Mick Fleetwood su TikTok
Questo è uno degli articoli raccolti nel numero speciale di Rivista Studio, tutto dedicato all’app cinese di proprietà di ByteDance, una piattaforma che in due anni sembra essersi evoluta più velocemente di quanto abbia fatto Instagram negli ultimi dieci. Per scoprire il resto del numero, con saggi, interviste, reportage e approfondimenti su come TikTok sta cambiando il senso della bellezza e del desiderio, la musica, la moda, la cultura pop e in generale il nostro modo di stare su internet, puoi trovarci in edicola o comprare una copia qui.
Come ve lo immaginate un ex percussionista di una rock band anni Sessanta? Io sto vedendo: calvizie dominanti, lungo codino bianco, barbetta, una maglia colorata. Catenine d’oro un po’ hippie ciondolanti sul petto. Forse ha un pick-up. Mick Fleetwood è il batterista dei Fleetwood Mac: non so che auto guidi, ma per il resto ce le ha tutte. Ci ha fatti rientrare nella sua vita qualche mese fa, grazie a un video pubblicato sul suo profilo TikTok: se ne sta su uno skateboard, trecciona al vento, mentre tende le labbra e cerca l’imboccatura di una bottiglia di succo rosso. Guarda in camera e sorride: ascoltiamo “Dreams” con lui, una delle hit della sua band. Accenna un lip-sync. Quello di Mick era un omaggio. Si è sentito in dovere di omaggiare il tiktoker che ha fatto tornare una sua vecchia canzone in classifica dopo 45 anni. O meglio, si è sentito di riprodurne la formula magica, la danza propiziatoria: qualche giorno prima un certo Nathan Apodaca si era ripreso e pubblicato su TikTok mentre faceva qualcosa di simile, sullo skate, sulle note della stessa traccia.
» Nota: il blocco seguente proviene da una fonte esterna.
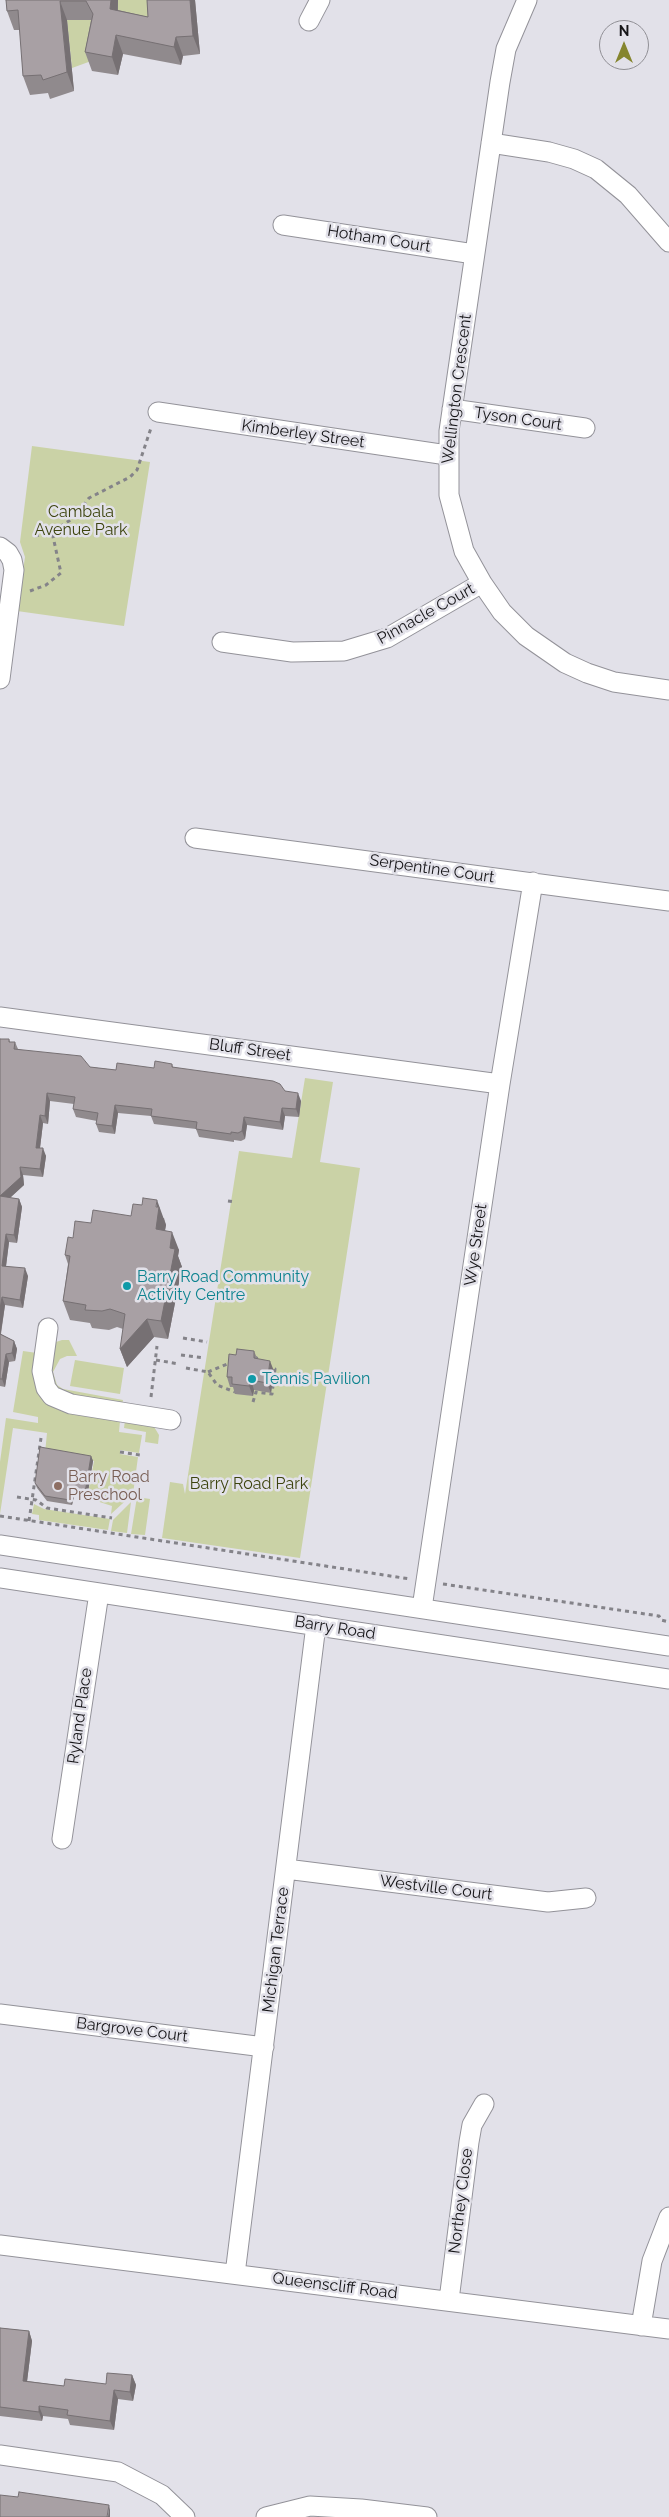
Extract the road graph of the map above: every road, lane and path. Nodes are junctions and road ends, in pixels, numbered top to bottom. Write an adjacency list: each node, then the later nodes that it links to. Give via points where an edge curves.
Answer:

Succo di mirtillo in mano, aveva portato “Dreams” a crescere del 184 per cento in termini di vendite in soli tre giorni, a più che raddoppiare gli stream medi giornalieri, a portare al 242 per cento la crescita del numero di utenti che l’hanno ascoltata per la prima volta. Otto milioni e mezzo di play in una settimana, sessanta milioni di views in sei mesi. E non l’aveva neanche fatto apposta. Stevie Nicks, storica voce della band, la donna che si sente cantare in “Dreams”, sulla Cbs si dice interdetta, stordita, non è in grado di spiegarsela. «Giuro, questa cosa di TikTok mi sta facendo scoppiare il cervello». Comprensibile. TikTok è un aggeggio ancora da decifrare per intero, eppure potentissimo. Qualche dato: a settembre 2021 l’app ha raggiunto e superato il miliardo di “monthly active users” globali. Stiamo parlando di una platea grande circa tre volte quella di Spotify, per una piattaforma dominata al 60 per cento da gente nata dopo il 1996, e quindi da Gen Z, la generazione che ha deciso che la musica è ancora rilevante, e che secondo vari studi ne farebbe uno degli interessi principali.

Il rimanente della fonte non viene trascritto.